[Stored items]
---*---

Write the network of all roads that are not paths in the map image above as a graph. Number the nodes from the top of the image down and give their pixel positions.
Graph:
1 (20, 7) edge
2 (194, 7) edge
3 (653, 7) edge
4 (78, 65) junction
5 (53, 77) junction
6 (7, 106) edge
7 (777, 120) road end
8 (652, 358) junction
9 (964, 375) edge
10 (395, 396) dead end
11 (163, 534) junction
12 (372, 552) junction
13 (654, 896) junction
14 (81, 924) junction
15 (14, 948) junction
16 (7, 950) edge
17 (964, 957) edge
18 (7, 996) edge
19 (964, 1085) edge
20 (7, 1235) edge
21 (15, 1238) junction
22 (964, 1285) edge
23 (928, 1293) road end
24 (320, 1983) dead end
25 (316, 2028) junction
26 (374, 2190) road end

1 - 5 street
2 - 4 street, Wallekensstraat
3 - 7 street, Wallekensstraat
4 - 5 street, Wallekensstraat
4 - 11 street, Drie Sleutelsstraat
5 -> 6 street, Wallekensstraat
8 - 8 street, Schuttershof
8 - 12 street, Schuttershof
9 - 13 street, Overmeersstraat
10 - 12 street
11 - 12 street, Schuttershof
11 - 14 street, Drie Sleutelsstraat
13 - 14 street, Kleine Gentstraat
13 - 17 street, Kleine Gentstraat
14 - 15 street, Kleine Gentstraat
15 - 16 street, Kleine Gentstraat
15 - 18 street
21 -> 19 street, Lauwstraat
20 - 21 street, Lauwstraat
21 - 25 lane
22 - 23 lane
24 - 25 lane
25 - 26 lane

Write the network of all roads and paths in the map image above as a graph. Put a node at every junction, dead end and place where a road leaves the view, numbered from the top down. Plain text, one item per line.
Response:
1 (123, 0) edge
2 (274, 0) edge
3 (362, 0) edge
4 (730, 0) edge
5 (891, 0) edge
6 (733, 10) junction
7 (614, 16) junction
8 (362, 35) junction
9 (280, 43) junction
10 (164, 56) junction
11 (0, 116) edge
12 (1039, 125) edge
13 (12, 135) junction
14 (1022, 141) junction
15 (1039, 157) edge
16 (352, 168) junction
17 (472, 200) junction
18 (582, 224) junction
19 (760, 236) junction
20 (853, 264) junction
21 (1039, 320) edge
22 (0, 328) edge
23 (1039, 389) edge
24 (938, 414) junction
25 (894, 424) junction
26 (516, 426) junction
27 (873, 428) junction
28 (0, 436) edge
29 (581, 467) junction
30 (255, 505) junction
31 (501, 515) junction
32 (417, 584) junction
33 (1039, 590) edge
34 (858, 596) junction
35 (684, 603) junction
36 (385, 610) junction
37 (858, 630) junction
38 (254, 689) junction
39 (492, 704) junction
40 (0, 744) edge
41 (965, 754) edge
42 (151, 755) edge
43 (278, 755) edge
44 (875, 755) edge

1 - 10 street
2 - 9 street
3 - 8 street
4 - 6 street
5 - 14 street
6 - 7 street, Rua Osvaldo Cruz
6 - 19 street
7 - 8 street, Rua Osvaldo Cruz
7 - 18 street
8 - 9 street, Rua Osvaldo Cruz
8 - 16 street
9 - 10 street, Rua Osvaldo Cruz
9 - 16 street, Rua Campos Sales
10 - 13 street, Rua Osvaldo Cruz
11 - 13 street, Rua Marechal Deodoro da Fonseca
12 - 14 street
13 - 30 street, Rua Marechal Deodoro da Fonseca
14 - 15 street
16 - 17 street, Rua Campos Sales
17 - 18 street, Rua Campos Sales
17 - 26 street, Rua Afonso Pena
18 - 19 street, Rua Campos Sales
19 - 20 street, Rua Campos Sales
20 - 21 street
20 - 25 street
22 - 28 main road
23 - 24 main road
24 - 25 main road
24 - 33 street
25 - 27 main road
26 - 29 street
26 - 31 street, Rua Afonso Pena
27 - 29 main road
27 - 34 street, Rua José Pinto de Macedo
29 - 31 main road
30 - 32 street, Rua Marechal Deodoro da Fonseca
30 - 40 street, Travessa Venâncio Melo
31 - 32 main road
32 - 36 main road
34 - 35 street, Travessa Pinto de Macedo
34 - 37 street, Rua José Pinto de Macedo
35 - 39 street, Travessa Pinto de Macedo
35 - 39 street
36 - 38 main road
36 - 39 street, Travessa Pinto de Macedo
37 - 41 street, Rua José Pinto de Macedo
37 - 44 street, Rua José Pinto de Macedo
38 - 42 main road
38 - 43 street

---*---

> _Task_
Transcribe each entry verbatim, leaving none out.

> _Reply_
Write the network of all roads that are not paths in the map image above as a graph. Number the nodes from the top of the image down and give their pixel positions.
Graph:
1 (20, 7) edge
2 (194, 7) edge
3 (653, 7) edge
4 (78, 65) junction
5 (53, 77) junction
6 (7, 106) edge
7 (777, 120) road end
8 (652, 358) junction
9 (964, 375) edge
10 (395, 396) dead end
11 (163, 534) junction
12 (372, 552) junction
13 (654, 896) junction
14 (81, 924) junction
15 (14, 948) junction
16 (7, 950) edge
17 (964, 957) edge
18 (7, 996) edge
19 (964, 1085) edge
20 (7, 1235) edge
21 (15, 1238) junction
22 (964, 1285) edge
23 (928, 1293) road end
24 (320, 1983) dead end
25 (316, 2028) junction
26 (374, 2190) road end

1 - 5 street
2 - 4 street, Wallekensstraat
3 - 7 street, Wallekensstraat
4 - 5 street, Wallekensstraat
4 - 11 street, Drie Sleutelsstraat
5 -> 6 street, Wallekensstraat
8 - 8 street, Schuttershof
8 - 12 street, Schuttershof
9 - 13 street, Overmeersstraat
10 - 12 street
11 - 12 street, Schuttershof
11 - 14 street, Drie Sleutelsstraat
13 - 14 street, Kleine Gentstraat
13 - 17 street, Kleine Gentstraat
14 - 15 street, Kleine Gentstraat
15 - 16 street, Kleine Gentstraat
15 - 18 street
21 -> 19 street, Lauwstraat
20 - 21 street, Lauwstraat
21 - 25 lane
22 - 23 lane
24 - 25 lane
25 - 26 lane

Write the network of all roads and paths in the map image above as a graph. Put a node at every junction, dead end and place where a road leaves the view, numbered from the top down. Plain text, one item per line.
Response:
1 (123, 0) edge
2 (274, 0) edge
3 (362, 0) edge
4 (730, 0) edge
5 (891, 0) edge
6 (733, 10) junction
7 (614, 16) junction
8 (362, 35) junction
9 (280, 43) junction
10 (164, 56) junction
11 (0, 116) edge
12 (1039, 125) edge
13 (12, 135) junction
14 (1022, 141) junction
15 (1039, 157) edge
16 (352, 168) junction
17 (472, 200) junction
18 (582, 224) junction
19 (760, 236) junction
20 (853, 264) junction
21 (1039, 320) edge
22 (0, 328) edge
23 (1039, 389) edge
24 (938, 414) junction
25 (894, 424) junction
26 (516, 426) junction
27 (873, 428) junction
28 (0, 436) edge
29 (581, 467) junction
30 (255, 505) junction
31 (501, 515) junction
32 (417, 584) junction
33 (1039, 590) edge
34 (858, 596) junction
35 (684, 603) junction
36 (385, 610) junction
37 (858, 630) junction
38 (254, 689) junction
39 (492, 704) junction
40 (0, 744) edge
41 (965, 754) edge
42 (151, 755) edge
43 (278, 755) edge
44 (875, 755) edge

1 - 10 street
2 - 9 street
3 - 8 street
4 - 6 street
5 - 14 street
6 - 7 street, Rua Osvaldo Cruz
6 - 19 street
7 - 8 street, Rua Osvaldo Cruz
7 - 18 street
8 - 9 street, Rua Osvaldo Cruz
8 - 16 street
9 - 10 street, Rua Osvaldo Cruz
9 - 16 street, Rua Campos Sales
10 - 13 street, Rua Osvaldo Cruz
11 - 13 street, Rua Marechal Deodoro da Fonseca
12 - 14 street
13 - 30 street, Rua Marechal Deodoro da Fonseca
14 - 15 street
16 - 17 street, Rua Campos Sales
17 - 18 street, Rua Campos Sales
17 - 26 street, Rua Afonso Pena
18 - 19 street, Rua Campos Sales
19 - 20 street, Rua Campos Sales
20 - 21 street
20 - 25 street
22 - 28 main road
23 - 24 main road
24 - 25 main road
24 - 33 street
25 - 27 main road
26 - 29 street
26 - 31 street, Rua Afonso Pena
27 - 29 main road
27 - 34 street, Rua José Pinto de Macedo
29 - 31 main road
30 - 32 street, Rua Marechal Deodoro da Fonseca
30 - 40 street, Travessa Venâncio Melo
31 - 32 main road
32 - 36 main road
34 - 35 street, Travessa Pinto de Macedo
34 - 37 street, Rua José Pinto de Macedo
35 - 39 street, Travessa Pinto de Macedo
35 - 39 street
36 - 38 main road
36 - 39 street, Travessa Pinto de Macedo
37 - 41 street, Rua José Pinto de Macedo
37 - 44 street, Rua José Pinto de Macedo
38 - 42 main road
38 - 43 street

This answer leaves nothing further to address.